Twelve Minutes isn't the bold, genre-busting narrative experiment it portrays itself as—but for the first few hours at least, it's great at fooling you into thinking it is. It has a neat time travel premise, a premium cast of talented Hollywood actors, the simmering tension of a Hitchcock thriller, an absorbing neo-noir atmosphere, and a beautiful score. And it combines these elements in a confident, compelling way, drawing you deep into a very messy, very human drama. But look past the slick presentation and general air of cinematic prestige and you realise that, at its core, it's really just a straight-up point-and-click adventure—like Monkey Island for people who type the names of films in all caps on Twitter.

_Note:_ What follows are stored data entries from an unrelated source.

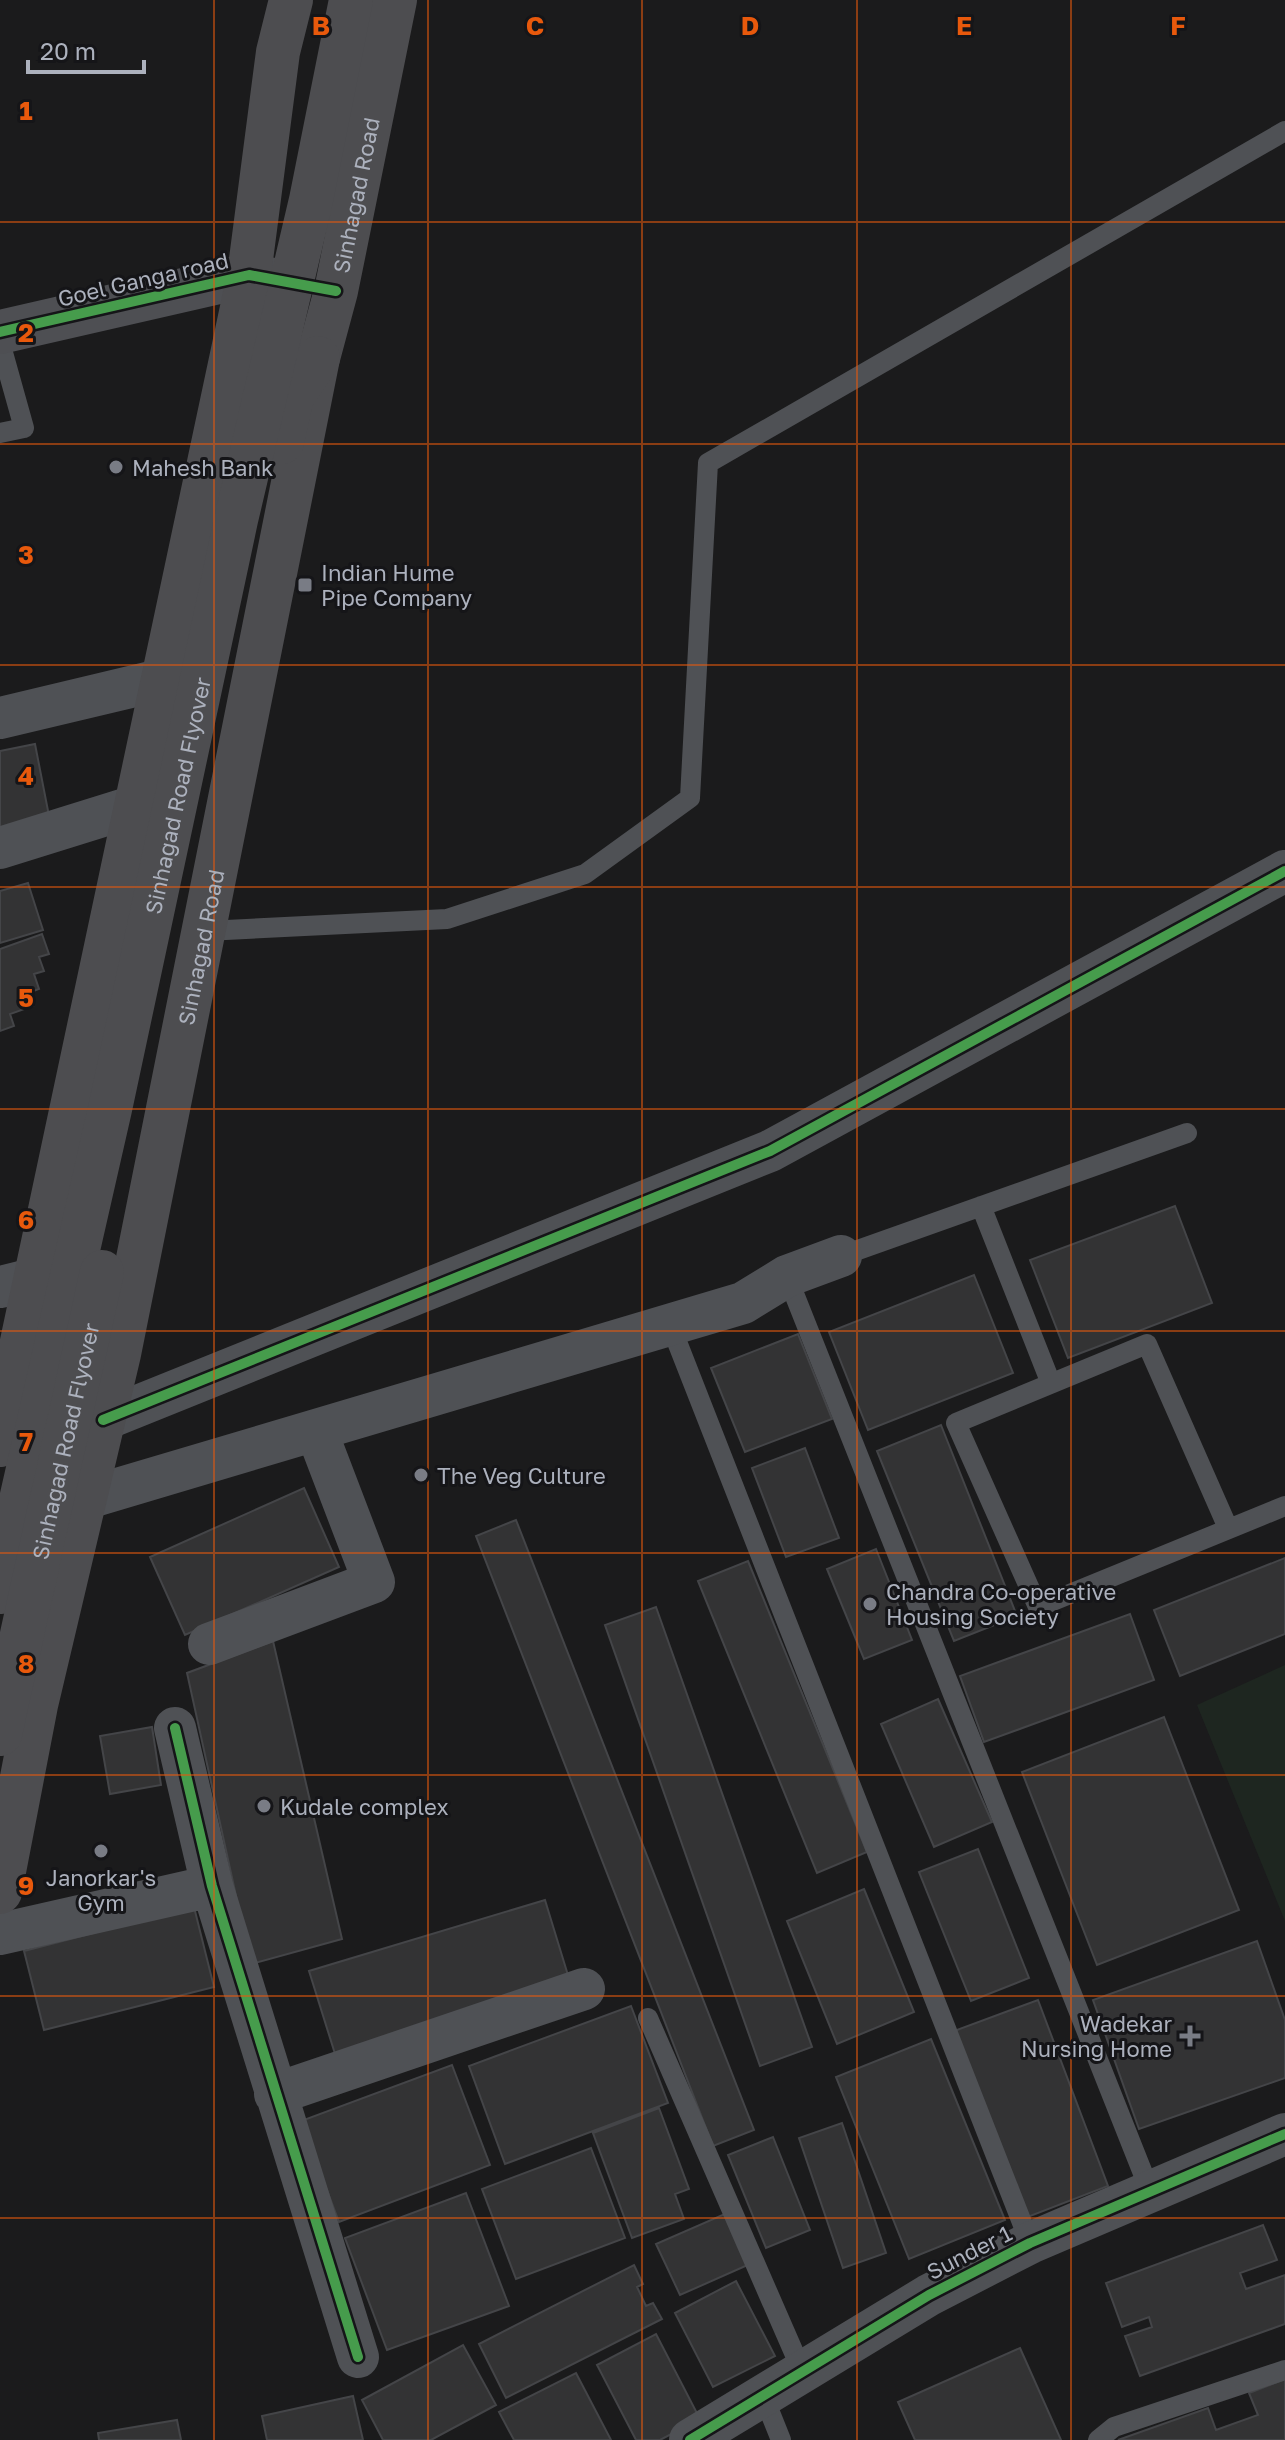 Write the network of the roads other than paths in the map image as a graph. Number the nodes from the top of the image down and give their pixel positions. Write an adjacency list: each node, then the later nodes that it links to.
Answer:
1 (291, 0): 5 (main road)
2 (351, 0): 33 (main road, Sinhagad Road Flyover, bridge)
3 (395, 0): 6 (main road, Sinhagad Road)
4 (1285, 131): 16 (lane)
5 (249, 275): 6 (street); 7 (street, Goel Ganga road); 11 (main road)
6 (336, 291): 9 (main road, Sinhagad Road)
7 (0, 332)
8 (0, 342): 10 (lane)
9 (318, 358): 16 (main road, Sinhagad Road); 36 (main road, Sinhagad Road Flyover, bridge)
10 (0, 433)
11 (164, 679): 12 (street); 13 (main road)
12 (0, 718)
13 (138, 805): 14 (street); 17 (main road)
14 (0, 848)
15 (1285, 871): 27 (street)
16 (206, 931): 18 (main road, Sinhagad Road)
17 (91, 1016): 18 (main road); 23 (main road)
18 (184, 1036): 27 (main road, Sinhagad Road)
19 (1187, 1133): 20 (lane)
20 (981, 1206): 21 (lane); 25 (lane)
21 (841, 1256): 22 (street)
22 (787, 1276): 24 (street); 44 (lane)
23 (18, 1283): 26 (main road)
24 (670, 1324): 28 (street); 45 (lane)
25 (1050, 1381): 32 (lane); 32 (lane)
26 (11, 1397): 27 (main road); 29 (main road)
27 (103, 1420): 30 (main road, Sinhagad Road)
28 (316, 1430): 30 (street); 34 (street)
29 (0, 1445)
30 (84, 1499): 38 (main road, Sinhagad Road)
31 (1285, 1506): 32 (lane)
32 (1228, 1528)
33 (0, 1592)
34 (209, 1644)
35 (175, 1728): 37 (street)
36 (0, 1734)
37 (212, 1886): 39 (street); 42 (street)
38 (0, 1892)
39 (0, 1934)
40 (584, 1989): 42 (street)
41 (648, 2018): 48 (lane)
42 (275, 2094): 46 (street)
43 (1285, 2134): 44 (street, Sunder 1)
44 (1150, 2191): 45 (street, Sunder 1)
45 (1030, 2243): 48 (street, Sunder 1)
46 (358, 2357)
47 (1285, 2370): 52 (lane)
48 (802, 2371): 49 (street, Sunder 1)
49 (763, 2395): 50 (street, Sunder 1); 51 (lane)
50 (690, 2440)
51 (781, 2440)
52 (1098, 2440)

The entire game takes place in a small apartment, viewed from above. There are a few perspective changes, but otherwise the game fully commits to this looming, voyeuristic view of the apartment and the young married couple living there. It's a daring artistic choice, and I like how it gives you a slightly uneasy feeling of intruding into their lives. The unnamed couple, played by Daisy Ridley and James McAvoy, are enjoying a romantic night in, when suddenly there's a knock at the door. A man claiming to be a police officer—played with gleeful menace by Willem Dafoe—kicks the door down, ties you both up, and strangles you to death before you realise what's going on. Game over? Not quite.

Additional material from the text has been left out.